CS has a new mechanic.
CS yeni bir teknisyen aldı.
One round CS gas, straight at gates.
Kapıya doğru bir el göz yaşartıcı gaz bombası.
And then seven R.O.C. Cs - Regional Operation Control Centres.
Yedi tane B. O. K. M. var - Bölgesel Operasyon Kontrol Merkezleri.
Dad, last semester I got nothing but "Cs."
Baba, geçen sömestr C'den başka bir not alamadım.
Three Cs, two Ds and an incomplete.
Üç tane C, iki tane D ve bir başarısız.
- I'm gonna clip us some Cs, dude.
- Cs'den birşeyler çalacağım.
It's gonna seem kind of lonely around here... without the judge, ain't it, Pearl?
Buralar biraz ıssız olacak bu durumda... yargıçsız bir ev. Değil mi, Pearl?
- You're a judge.
Sen bir yargıçsın.
- You came without your sword.
- Buraya kılıçsız geldin.
This is CS-1.
Burası CS-1.
CS-3 calling...
CS-3 arıyor...
O most merciful savior, thou most worthy judge eternal... suffer us not at our last hour... for any pains of death to fall from thee.
Bağışlayıcı kurtarıcımız, sen ki ölümsüz yargıçsın... Bu son saatimizde bize ölümün ızdırabını çektirme.
That's right, you're the best man.
Doğru, sen sağdıçsın.
Mr Harvey, you're the best man.
Bay Harvey siz sağdıçsınız ;
You are the judge.
Sen, yargıçsın.
I mean, you being a judge and all, talking about Miss Langtry and all.

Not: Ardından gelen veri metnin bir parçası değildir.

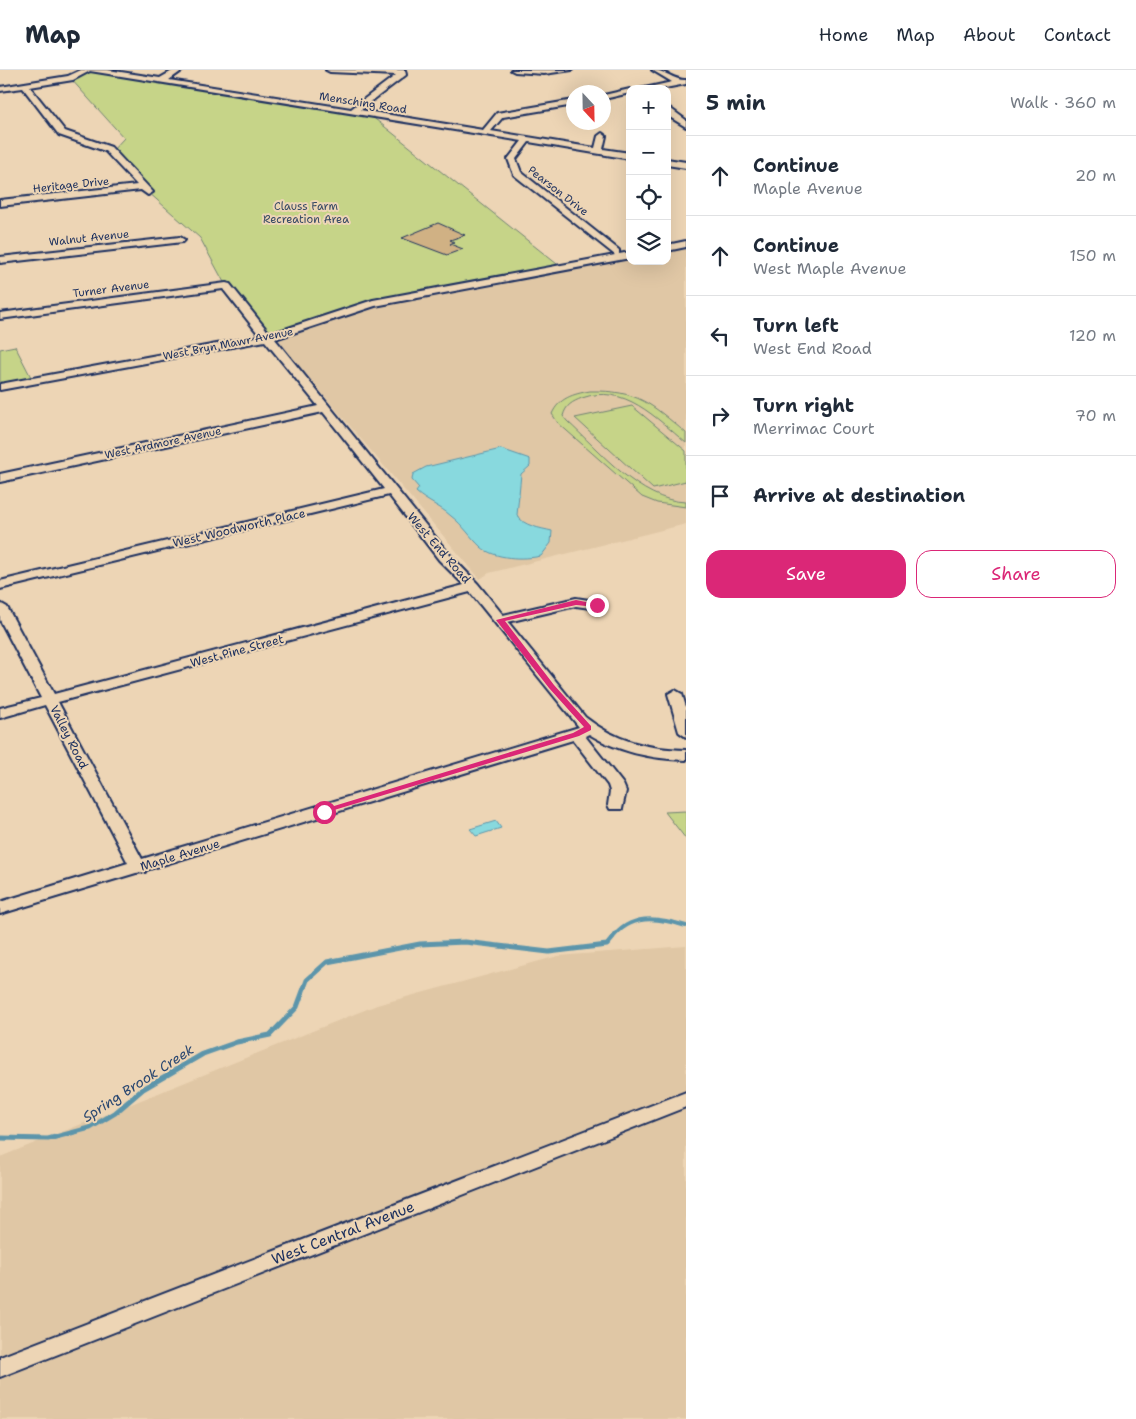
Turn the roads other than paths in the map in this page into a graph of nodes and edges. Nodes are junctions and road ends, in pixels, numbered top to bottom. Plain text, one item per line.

Demek istediğim siz bir yargıçsınız ve Bayan Langtry hakkında konuşuyorsunuz.
Can't it be without sword?
- Kılıçsız olmaz mı?
You sir, are an uncouth ass.
Siz, bayım, görgüsüz bir kıçsınız.
You're a bum.
Sen kıçsın.
The King without a sword!
Kılıçsız bir Kral!
The people's executioner, you serve justice
Halkın hizmetindesin! Sen adaletin istediği yargıçsın.
You're the damn judge.
Sen şu lanet yargıçsın.
You sneak in here, a judge, man.
Buraya geldin, bir yargıçsın.
Of course, you're a severe judge, zealous.

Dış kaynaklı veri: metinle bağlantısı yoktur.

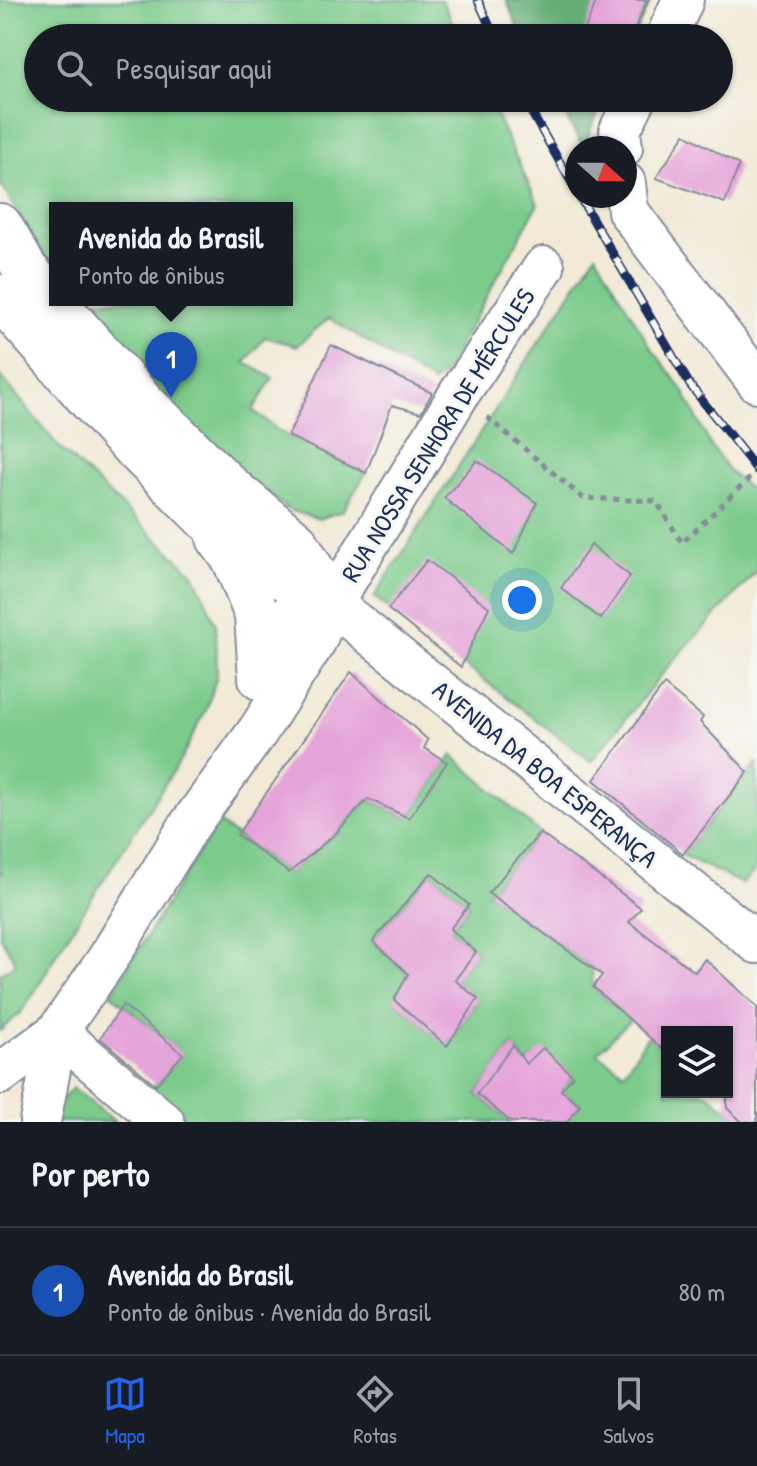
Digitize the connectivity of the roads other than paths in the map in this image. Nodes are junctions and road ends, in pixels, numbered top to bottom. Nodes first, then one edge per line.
1 (683, 0) edge
2 (672, 24) edge
3 (629, 112) edge
4 (621, 136) edge
5 (628, 208) edge
6 (0, 226) edge
7 (544, 267) dead end
8 (49, 296) edge
9 (0, 297) edge
10 (58, 306) edge
11 (757, 382) edge
12 (204, 516) junction
13 (332, 604) junction
14 (261, 678) junction
15 (227, 773) junction
16 (757, 943) edge
17 (57, 1032) junction
18 (0, 1074) edge
19 (40, 1122) edge
20 (164, 1122) edge

1 - 2 street
3 - 4 street
5 - 11 street
6 - 8 main road
7 - 13 street, RUA NOSSA SENHORA DE MÉRCULES
9 - 12 main road
10 - 13 main road
12 - 13 main road
12 - 14 main road
13 - 14 street, RUA NOSSA SENHORA DE MÉRCULES
13 - 15 street, RUA NOSSA SENHORA DE MÉRCULES
13 - 16 street, AVENIDA DA BOA ESPERANÇA
14 - 15 street, RUA NOSSA SENHORA DE MÉRCULES
15 - 17 street, RUA NOSSA SENHORA DE MÉRCULES
17 - 18 street, RUA NOSSA SENHORA DE MÉRCULES
17 - 19 street
17 - 20 street

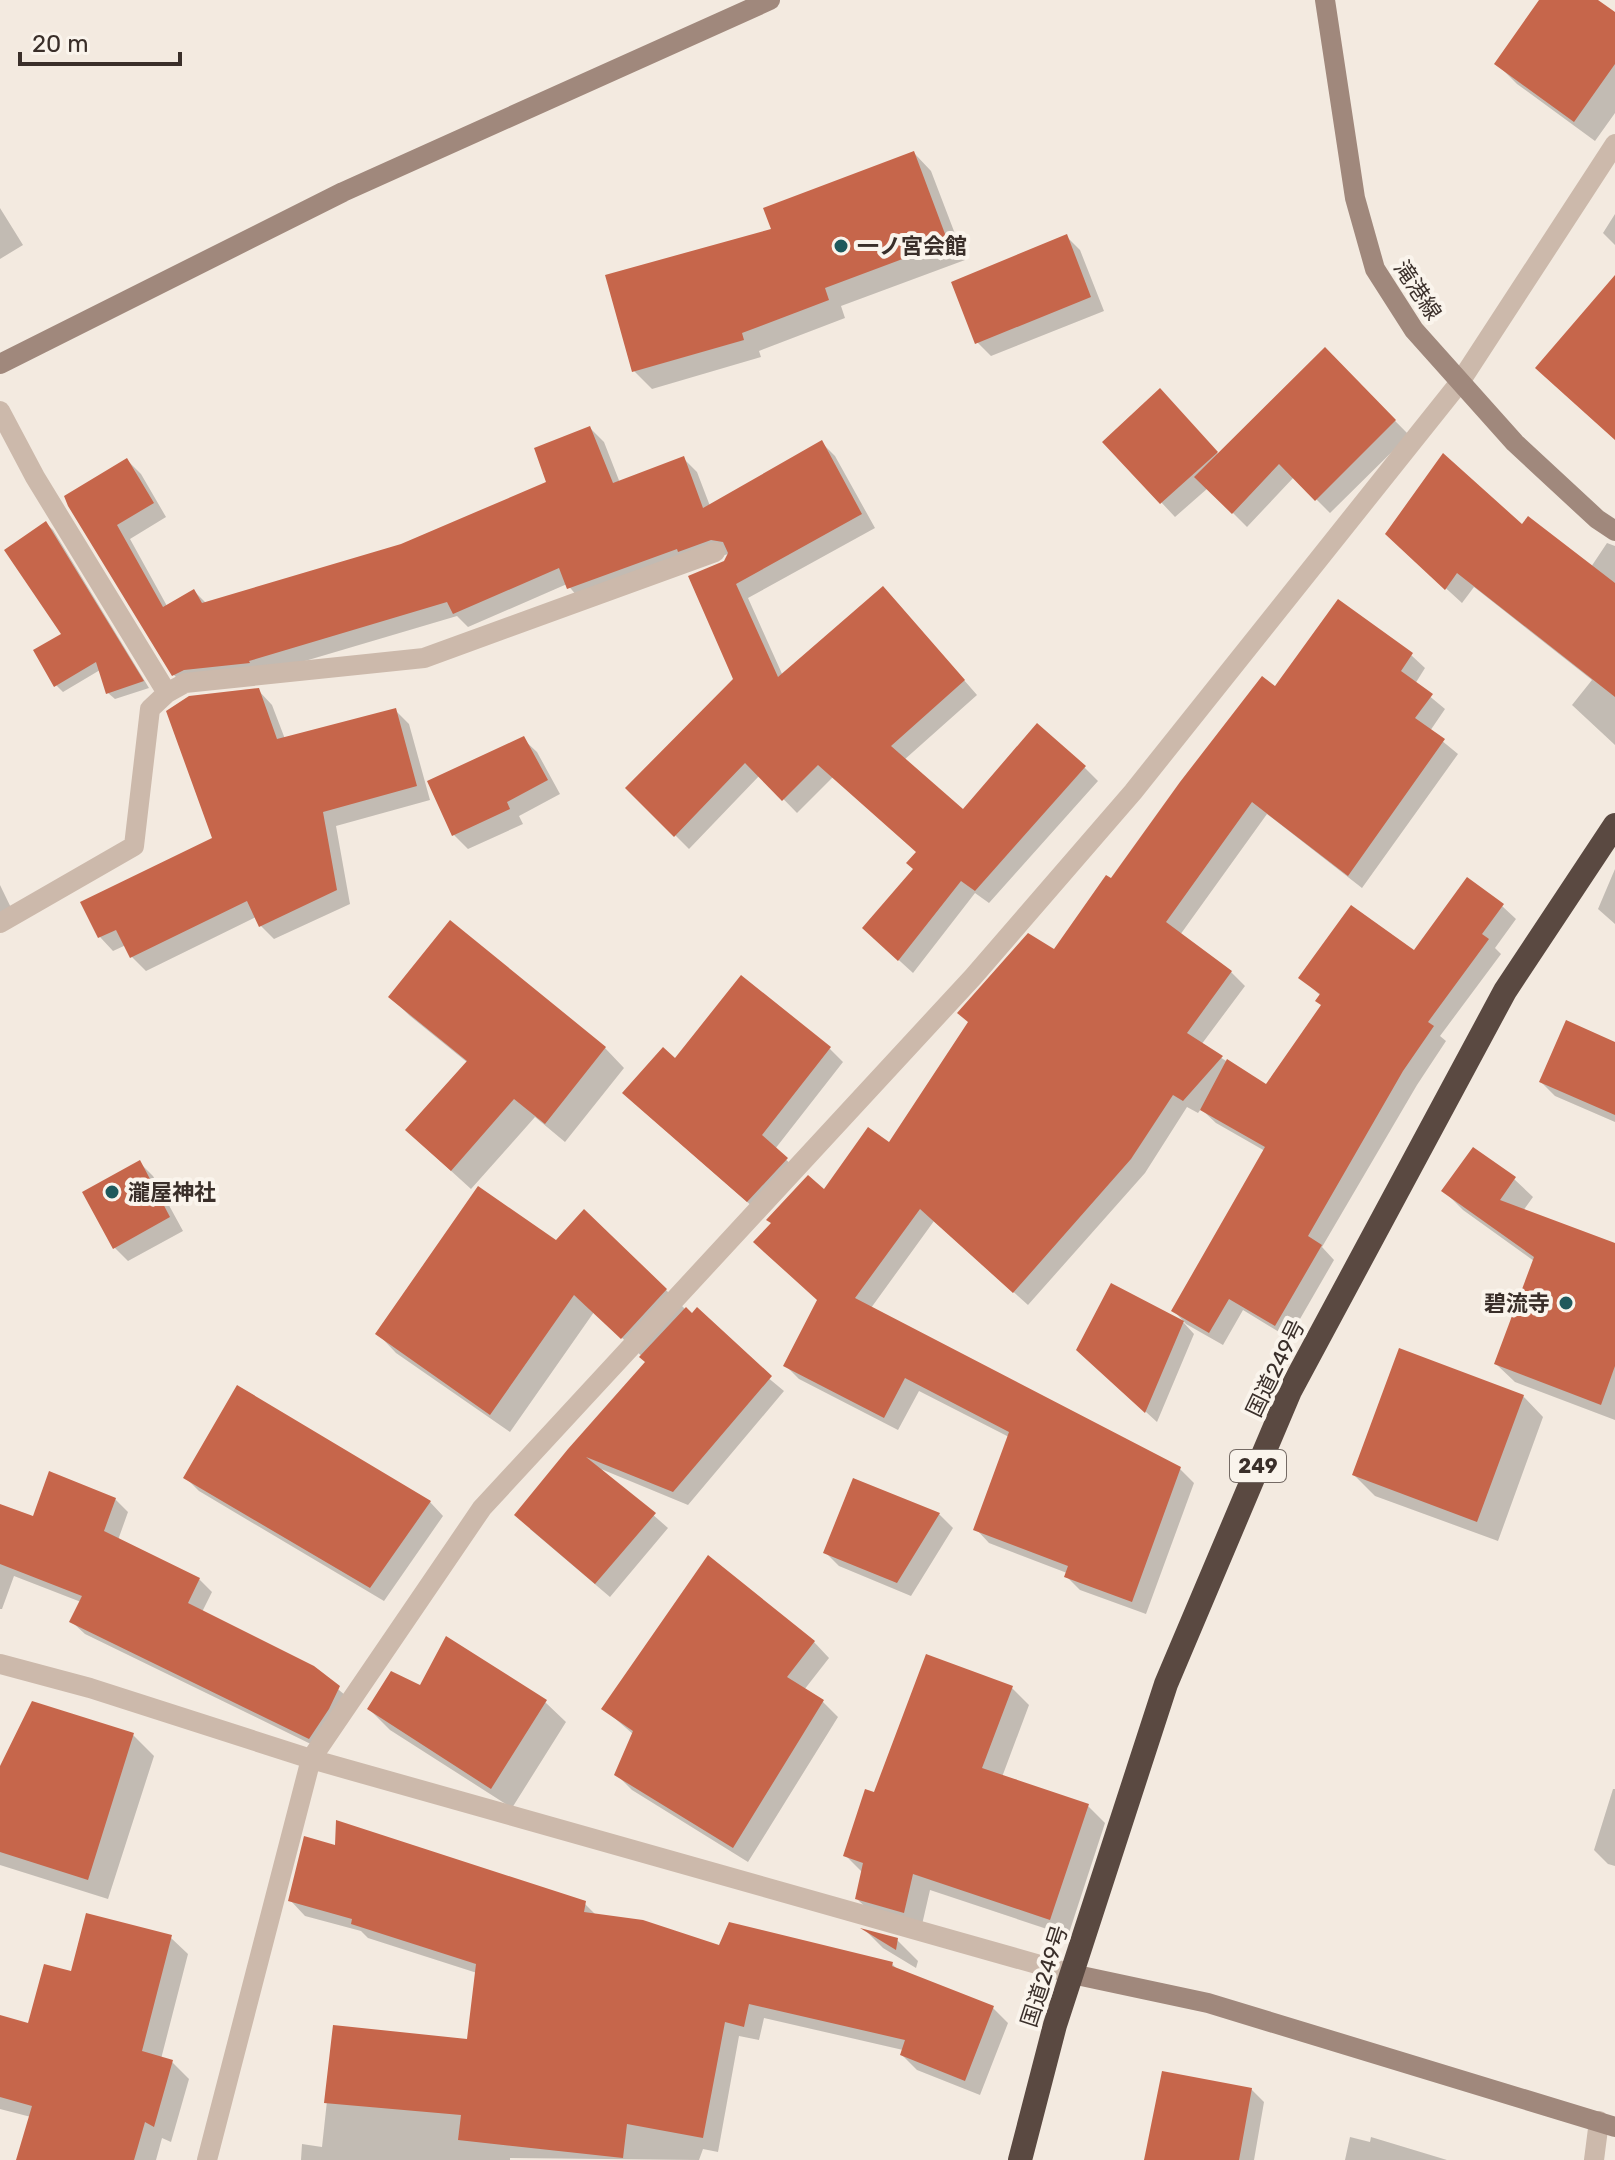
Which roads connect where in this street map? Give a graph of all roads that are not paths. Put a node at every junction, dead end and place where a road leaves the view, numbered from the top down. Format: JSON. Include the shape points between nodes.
{"nodes":[{"id":1,"x":770,"y":0,"type":"edge"},
{"id":2,"x":1325,"y":0,"type":"edge"},
{"id":3,"x":1615,"y":144,"type":"edge"},
{"id":4,"x":0,"y":364,"type":"edge"},
{"id":5,"x":1460,"y":382,"type":"junction"},
{"id":6,"x":0,"y":411,"type":"edge"},
{"id":7,"x":1615,"y":531,"type":"edge"},
{"id":8,"x":715,"y":552,"type":"dead end"},
{"id":9,"x":167,"y":693,"type":"junction"},
{"id":10,"x":1615,"y":825,"type":"edge"},
{"id":11,"x":0,"y":923,"type":"edge"},
{"id":12,"x":0,"y":1664,"type":"edge"},
{"id":13,"x":311,"y":1759,"type":"junction"},
{"id":14,"x":1072,"y":1974,"type":"junction"},
{"id":15,"x":1607,"y":2124,"type":"edge"},
{"id":16,"x":207,"y":2160,"type":"edge"},
{"id":17,"x":1020,"y":2160,"type":"edge"},
{"id":18,"x":1594,"y":2160,"type":"edge"}],
"edges":[{"from":1,"to":4,"type":"street","via":[[343,192]]},
{"from":2,"to":5,"type":"street","name":"滝港線","via":[[1355,198],[1375,269],[1414,330]]},
{"from":3,"to":5,"type":"street"},
{"from":5,"to":7,"type":"street","name":"滝港線","via":[[1515,443]]},
{"from":5,"to":13,"type":"street","via":[[1050,891],[482,1508]]},
{"from":6,"to":9,"type":"street"},
{"from":8,"to":9,"type":"street","via":[[424,658],[185,683]]},
{"from":9,"to":11,"type":"street","via":[[150,709],[134,846]]},
{"from":10,"to":14,"type":"highway","name":"国道249号","number":"249","via":[[1505,991],[1290,1391],[1166,1684]]},
{"from":12,"to":13,"type":"street"},
{"from":13,"to":14,"type":"street"},
{"from":13,"to":16,"type":"street"},
{"from":14,"to":15,"type":"street","via":[[1208,2003]]},
{"from":14,"to":17,"type":"highway","name":"国道249号","number":"249"},
{"from":15,"to":18,"type":"street"}]}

Tabii, ciddi bir yargıçsın, azimlisin.
- Why can't you?
Sen sağdıçsın Fleischman.
- Holling? Holling isn't here?
- Sen sağdıçsın, Fleischman.Sağdıcın onu takip etmesi gerekirdi.
You're best man, I'm maid of honour. We set the tone, we set the example.
Sen sağdıçsın, ben nedimeyim.Biz örnek olacağız, havayı biz ayarlayacağız.
The Judge too?
Yargıçsın!
You're only the best man by default.
Sen sadece sağdıç olmak zorunda olduğun için sağdıçsın.
He fucks up the hardware, and i'll take the rap for sure!
Herif aletin ağzına sıçsın, sonra suçu ben üstleneyim!
And you're one helluva judge.
Siz de zehir gibi bir yargıçsınız.
When you got the gun, you walk in a room, everybody shits in their pants.
Silahınla birlikte, Bir odaya girdiğinde, Herkes altına sıçsın.